Direct mode is not recommended for production use, as it has limitations with respect to message delivery guarantees. If you decide to use this, you may lose messages.

This load test used the default deduplication strategy. First, we deployed two LNS on Standard D2s v3 Debian 11 VMs (2vCPU, 8GB of memory). We simulated 1600 OTAA devices, distributed among 8 factories with 4 concentrators each. All devices are in reach of all concentrators within the same factory and send 5 messages each, starting with a join rate of 1.5 messages per second and then progressively sending messages faster and faster (starting at 1.5 messages per second to pre-warm the cache and not hit IoT Hub S1 quota, and then successively increase the load to around 9.5 messages per second). Keep in mind that the effective message rate is higher than 9.5 messages per second, since every message is delivered to the gateways by the four concentrators per factory. The following bugs/issues became apparent in the load test:

In addition to these issues, for which we will not provide more details here, we discuss several performance/health indicators.

Unhandled exceptions: For a total of ca. 10k messages sent, all exceptions that we saw (ca. 48) were caused by one of the issues mentioned above.

D2CMessageDeliveryLatency: The D2C message delivery latency took a distinct shape for the three phases: in the join phase, the average processing time was ca. 100ms, then for the first round of messages (cache pre-warming) the average delivery/response time was ca. 800ms on the gateway winning the race.
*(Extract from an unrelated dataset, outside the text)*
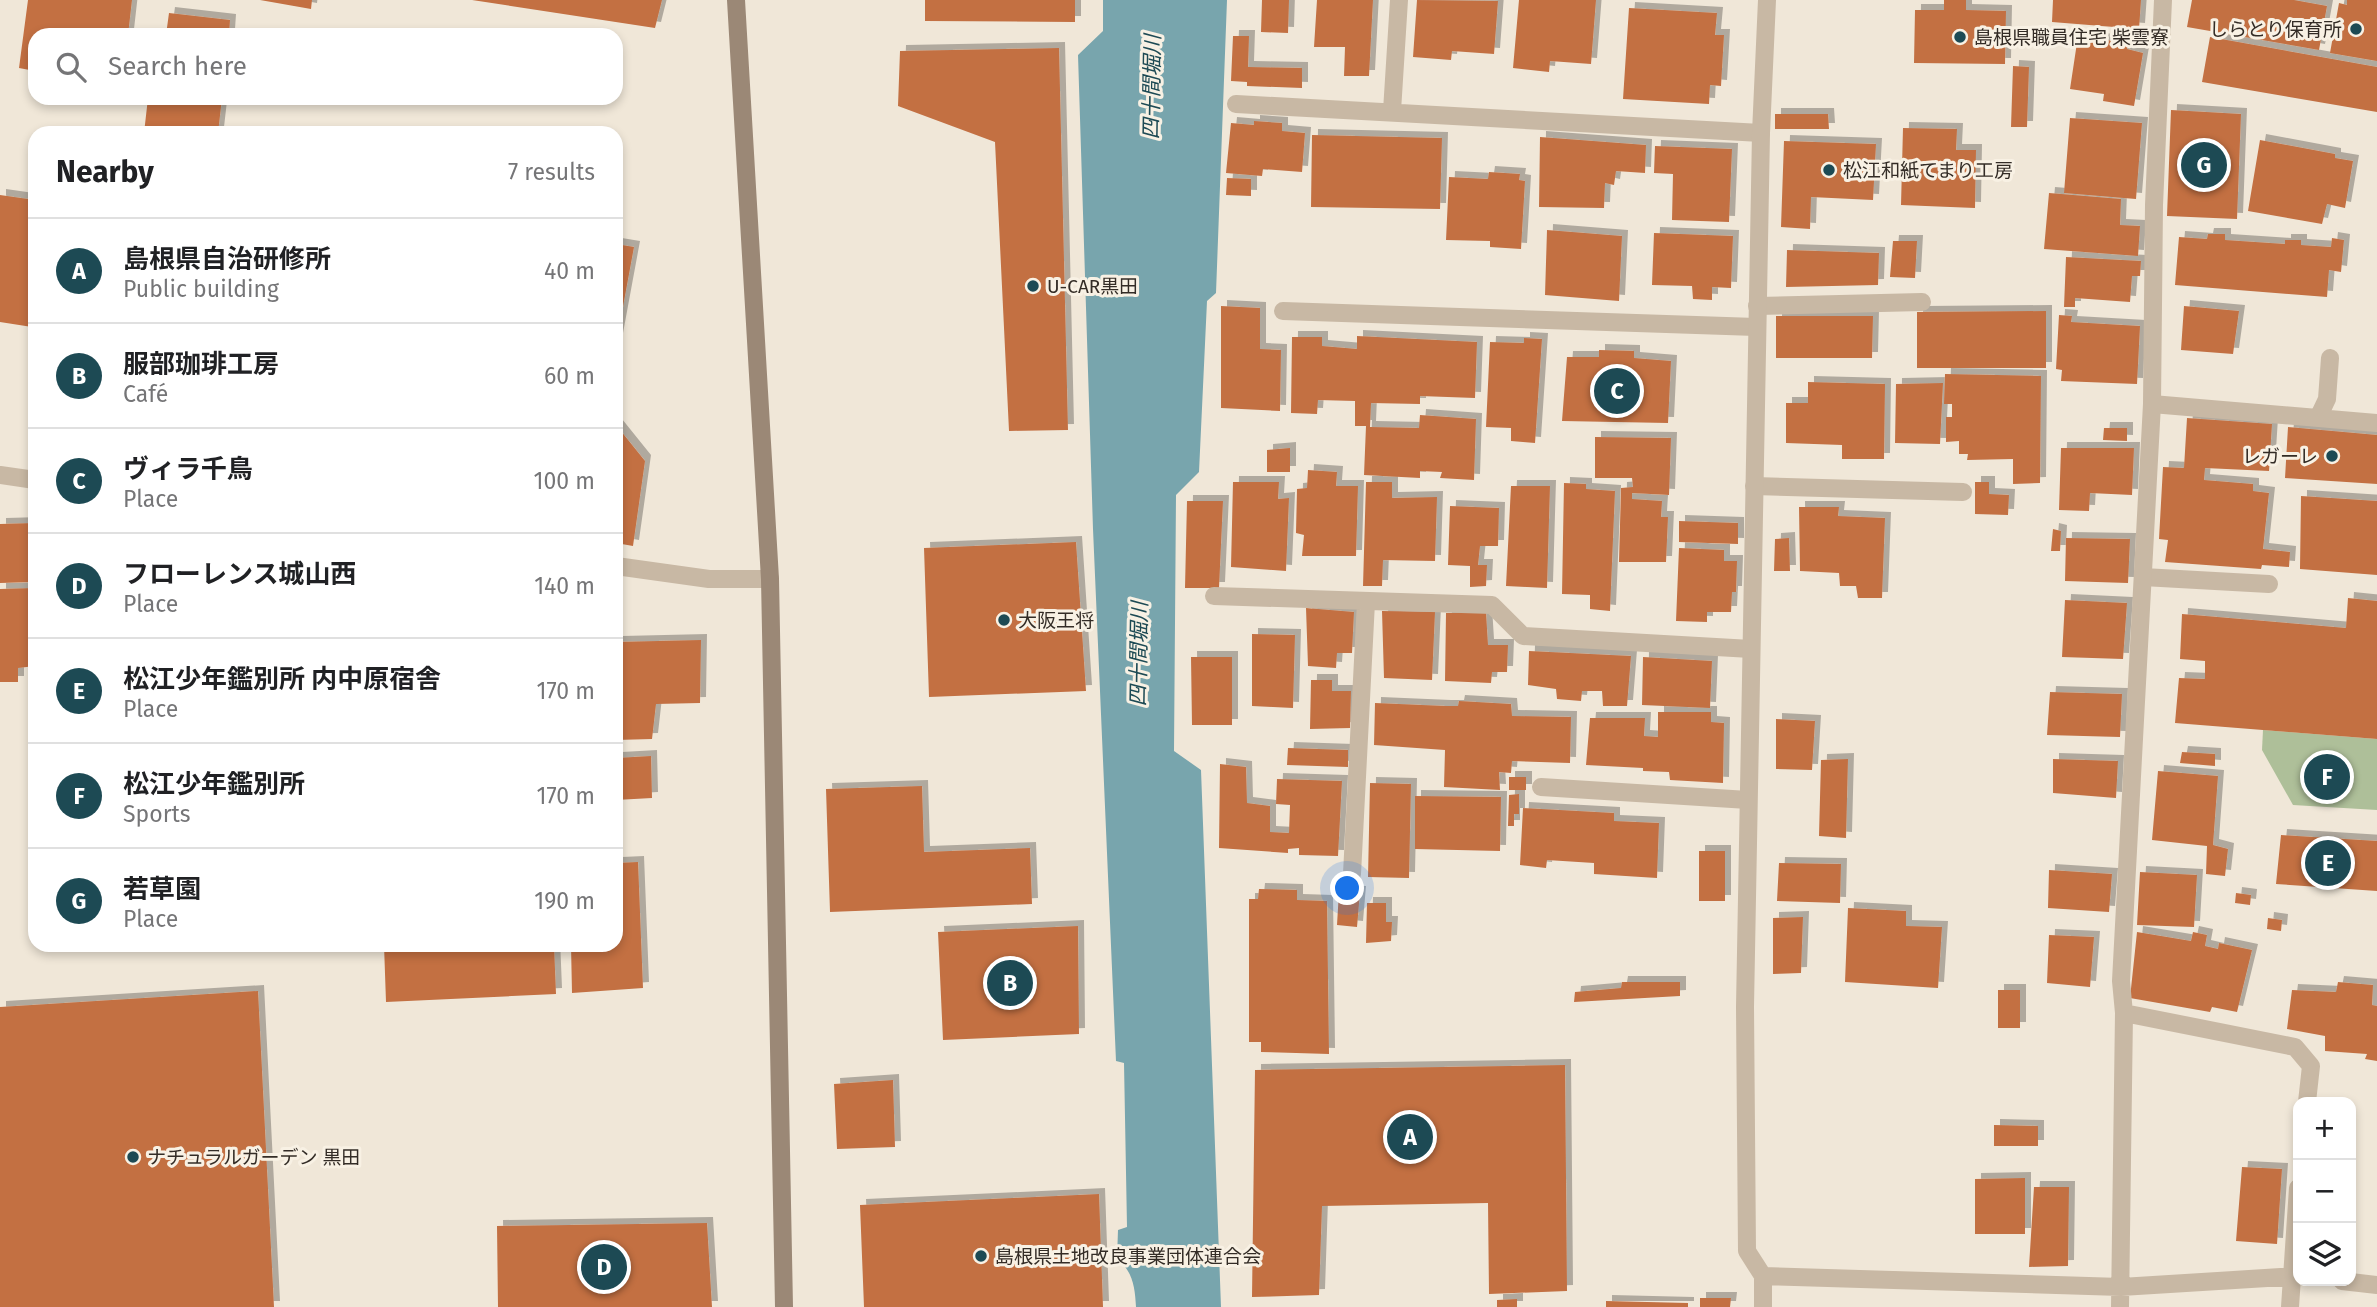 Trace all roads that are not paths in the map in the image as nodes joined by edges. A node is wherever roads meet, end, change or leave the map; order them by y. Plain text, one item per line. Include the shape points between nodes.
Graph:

As soon as the cache was warm, the response time dropped to ca. 450ms. No receive windows were missed for all ca. 10k messages.

d2c-delivery-latency

Memory and CPU usage: CPU usage was fairly stable, while memory was staying between 100 and 130MB for the LNS during the entire load test. To ensure that we do not have a memory leak, we ran a longer load test over the course of several hours, during which memory was bounded at ca. 200MB and analysis of the Heap Dump revealed that the largest contributor to the Gen 2 Heap were the device connections (as expected), which the LNS manages in an internal cache.

host-stats

January 24th, 2022 load test of v2.0.0-beta1 (ENABLE_GATEWAY=false). This load test was for deduplication strategy drop, the same parameters as the January 21st load test, except that we send seven messages per device, ending at 13.5 messages per second (giving a total of 12800 messages in one hour). The analysis was identical to the January 21st load test, there were no new findings and observations match everything we saw before.